Data excerpts:
<<<<

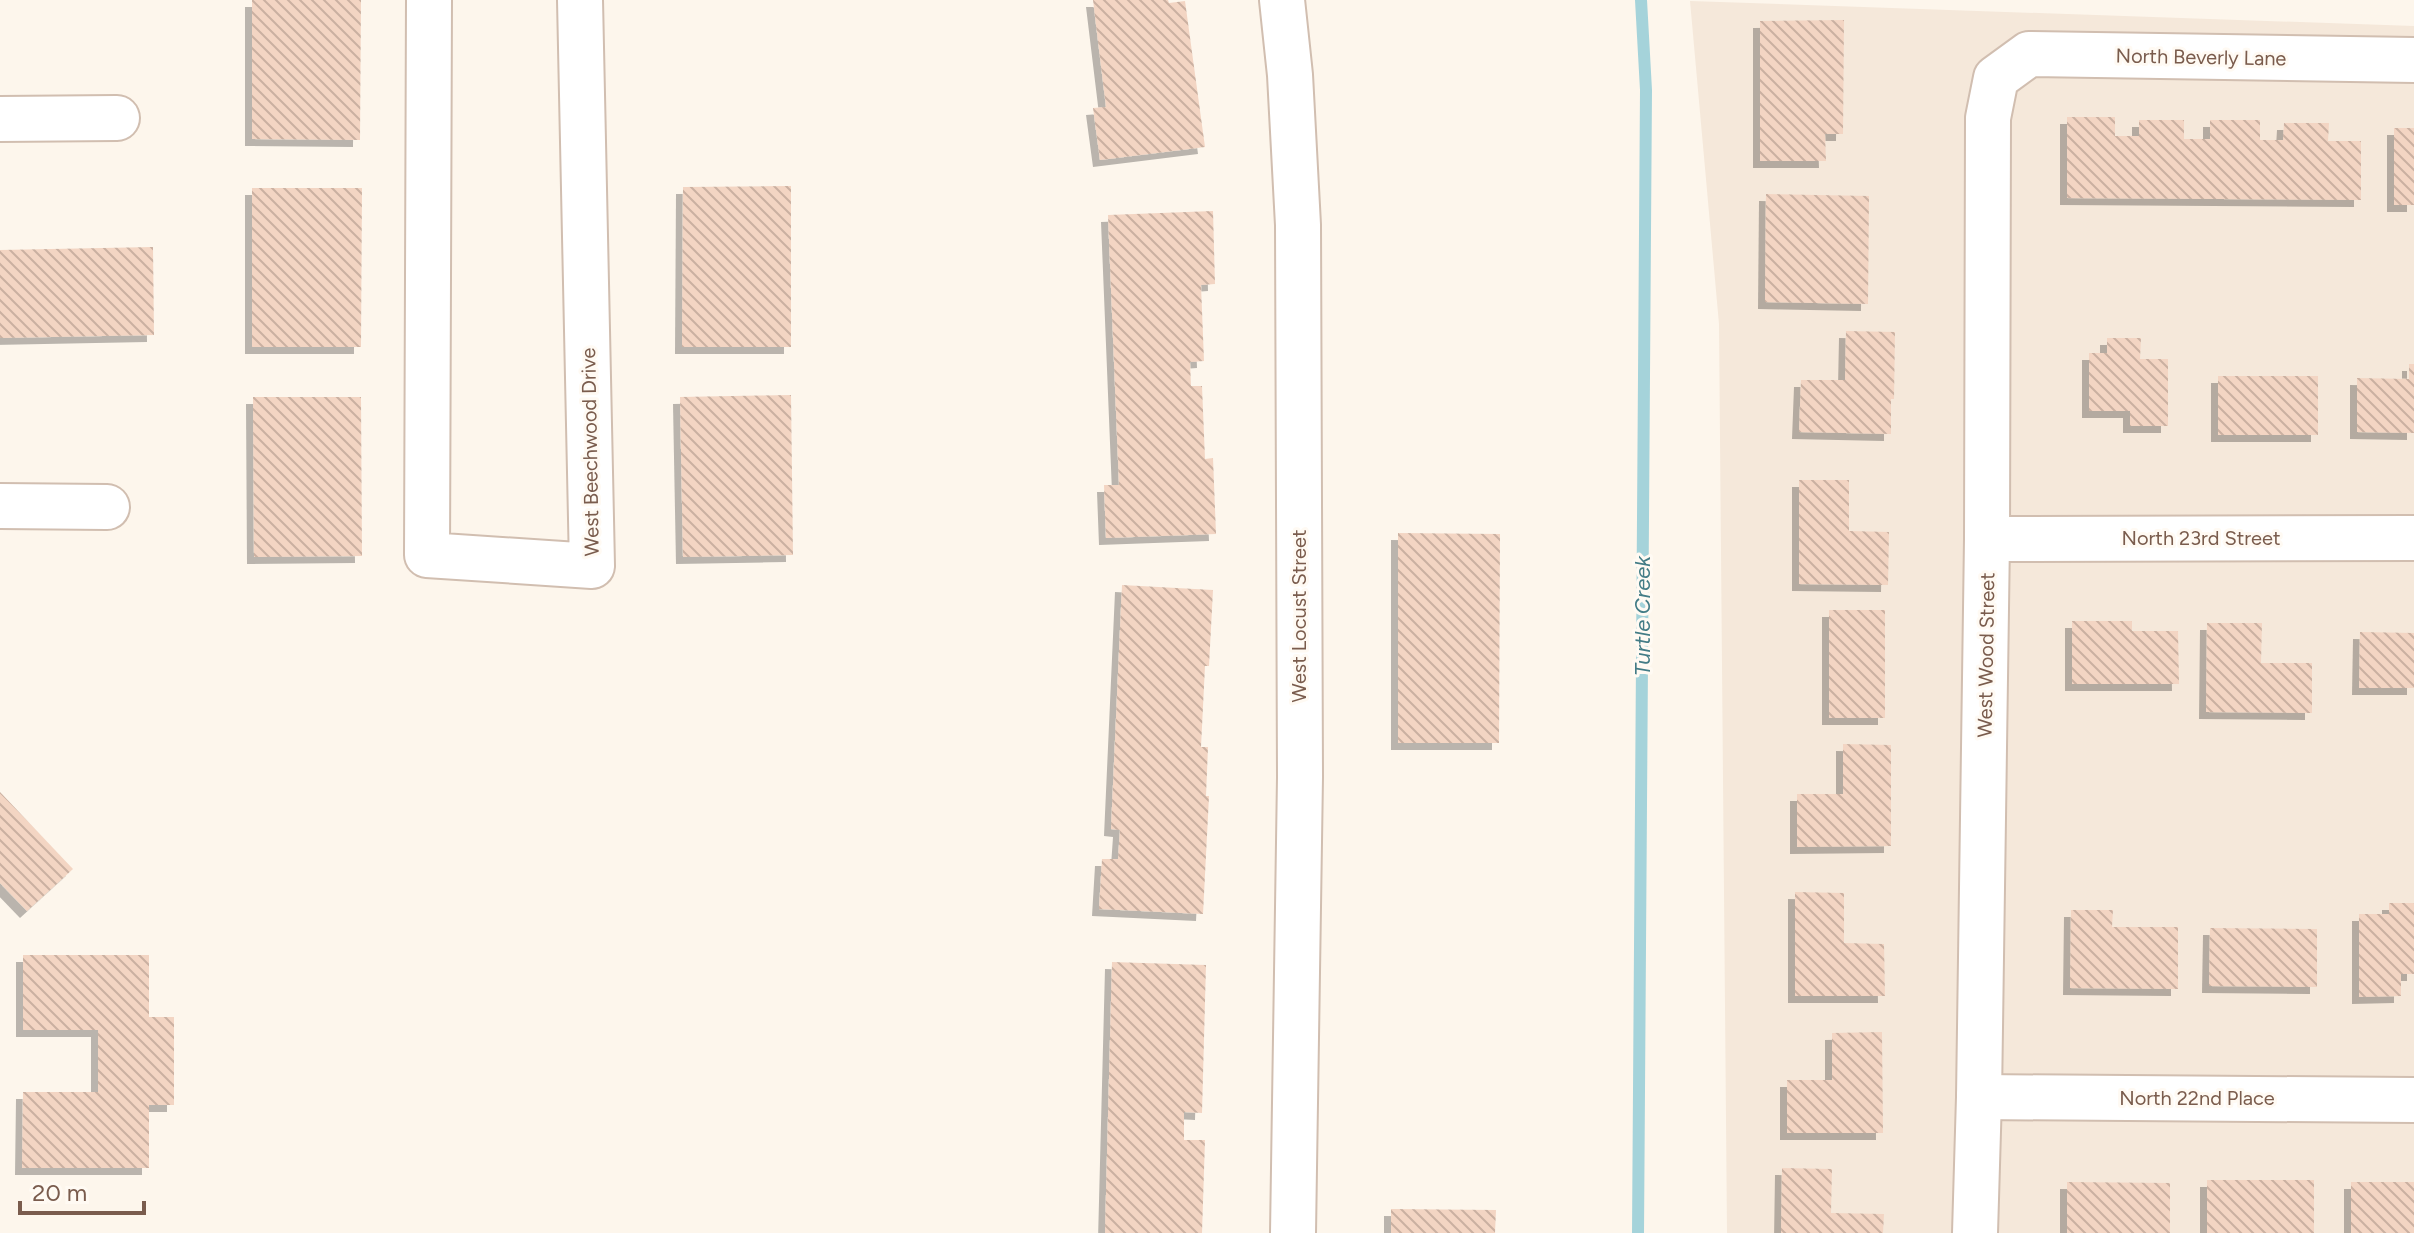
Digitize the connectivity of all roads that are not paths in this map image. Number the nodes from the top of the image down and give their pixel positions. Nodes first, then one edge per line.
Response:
1 (429, 0) edge
2 (580, 0) edge
3 (1282, 0) edge
4 (2414, 60) edge
5 (1996, 78) joint
6 (117, 118) dead end
7 (0, 119) edge
8 (0, 506) edge
9 (107, 507) dead end
10 (2414, 538) edge
11 (1987, 539) junction
12 (1979, 1097) junction
13 (2414, 1100) edge
14 (1293, 1233) edge
15 (1975, 1233) edge

1 - 2 street, West Beechwood Drive
3 - 14 street, West Locust Street
4 - 5 street, North Beverly Lane
5 - 11 street, West Wood Street
6 - 7 street
8 - 9 street
10 - 11 street, North 23rd Street
11 - 12 street, West Wood Street
12 - 13 street, North 22nd Place
12 - 15 street, West Wood Street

>>>>

[Exercise objective] Could you retype the records above exactly, omitting the pictures?

[Answer area]
Digitize the connectivity of all roads that are not paths in this map image. Number the nodes from the top of the image down and give their pixel positions. Nodes first, then one edge per line.
Response:
1 (429, 0) edge
2 (580, 0) edge
3 (1282, 0) edge
4 (2414, 60) edge
5 (1996, 78) joint
6 (117, 118) dead end
7 (0, 119) edge
8 (0, 506) edge
9 (107, 507) dead end
10 (2414, 538) edge
11 (1987, 539) junction
12 (1979, 1097) junction
13 (2414, 1100) edge
14 (1293, 1233) edge
15 (1975, 1233) edge

1 - 2 street, West Beechwood Drive
3 - 14 street, West Locust Street
4 - 5 street, North Beverly Lane
5 - 11 street, West Wood Street
6 - 7 street
8 - 9 street
10 - 11 street, North 23rd Street
11 - 12 street, West Wood Street
12 - 13 street, North 22nd Place
12 - 15 street, West Wood Street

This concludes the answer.